Pierre Stoermer, CEO – DroneMapper.com

We utilized Globalmapper (GM), version 16.1, to determine stockpile volumes for the BLM gravel pit example. A Canon SX 260 HS was used to collect 240 images at a ground sample distance of 3.2 cm. Dronemapper processed the imagery generating the geo-referenced orthomosaic and DEM for the scene. For this analysis we imported the DEM into GM and performed volumetric estimation of three stockpiles. The three piles are identified in the DEM image below.

After importing the DEM the digitizer tool was used to generate an area at the base of each of the stockpiles. Once the pile areas were defined we applied elevations from the terrain to each of the three pile areas. We then computed pile volumes. GM generates a flattened terrain surface (reference) beneath the pile and a pile surface. The difference between these two 3-D surfaces computes the volume of the pile. The table outlines the measurements made on each pile.

Pile Name Total Volume (m3) Cut Volume (m3) Cut Area (m2) Cut Area 3-D (m2)
North Pile 1080.397 1080.424 555.12 637.82
South West Pile 2090.248 2093.138 1059.4 1271.9
Central East Pile 1863.218 1863.266 715.02 871.46

The three measurements are illustrated in the next three screenshots. The last screenshot shows a 3-D view of the identified piles that were measured to give the viewer perception of their relative sizes. Besides cut volumes, GM also performs fill volumes, valuable for the mining and construction industries.

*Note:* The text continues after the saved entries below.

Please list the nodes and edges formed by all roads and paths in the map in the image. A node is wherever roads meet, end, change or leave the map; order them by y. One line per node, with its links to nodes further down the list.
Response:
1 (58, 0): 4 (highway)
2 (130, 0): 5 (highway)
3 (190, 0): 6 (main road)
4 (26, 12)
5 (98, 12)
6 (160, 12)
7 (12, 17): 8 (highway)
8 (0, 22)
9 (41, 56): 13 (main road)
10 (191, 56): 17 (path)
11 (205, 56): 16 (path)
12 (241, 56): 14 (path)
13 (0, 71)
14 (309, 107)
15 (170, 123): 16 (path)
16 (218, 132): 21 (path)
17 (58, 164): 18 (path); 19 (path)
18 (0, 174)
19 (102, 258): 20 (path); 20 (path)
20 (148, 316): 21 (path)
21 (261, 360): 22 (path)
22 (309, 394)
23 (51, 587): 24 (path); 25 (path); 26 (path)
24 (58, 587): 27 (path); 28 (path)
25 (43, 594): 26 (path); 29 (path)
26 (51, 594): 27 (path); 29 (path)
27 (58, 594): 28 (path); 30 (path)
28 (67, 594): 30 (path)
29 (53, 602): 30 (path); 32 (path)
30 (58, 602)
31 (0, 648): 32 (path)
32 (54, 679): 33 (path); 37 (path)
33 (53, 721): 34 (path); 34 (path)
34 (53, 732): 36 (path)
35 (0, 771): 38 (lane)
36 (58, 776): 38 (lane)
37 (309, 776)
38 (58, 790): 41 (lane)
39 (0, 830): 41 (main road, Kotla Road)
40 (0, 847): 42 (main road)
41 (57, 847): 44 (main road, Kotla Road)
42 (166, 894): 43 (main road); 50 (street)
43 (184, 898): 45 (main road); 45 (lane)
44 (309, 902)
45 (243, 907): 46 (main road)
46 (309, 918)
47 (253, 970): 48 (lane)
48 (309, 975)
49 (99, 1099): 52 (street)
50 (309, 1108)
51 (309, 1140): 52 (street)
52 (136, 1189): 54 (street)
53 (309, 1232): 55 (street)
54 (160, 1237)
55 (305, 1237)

This same technique can be used for estimating above ground biomass for crops. A section of a 3-D model of a research corn field is illustrated below. Imagery was collected at 5 cm GSD in the NIR. One of the plots within the field is identified with a plot shapefile (in yellow). The average plot height was estimated at 216 cm using the volume and area generated by GM. In this case we could not utilize two 3-D surfaces to compute the volume since adjacent plots obscured the terrain below the plot of interest. Instead, we used a fixed mean elevation of the terrain as the reference to compute the volume of the plot’s 3-D surface.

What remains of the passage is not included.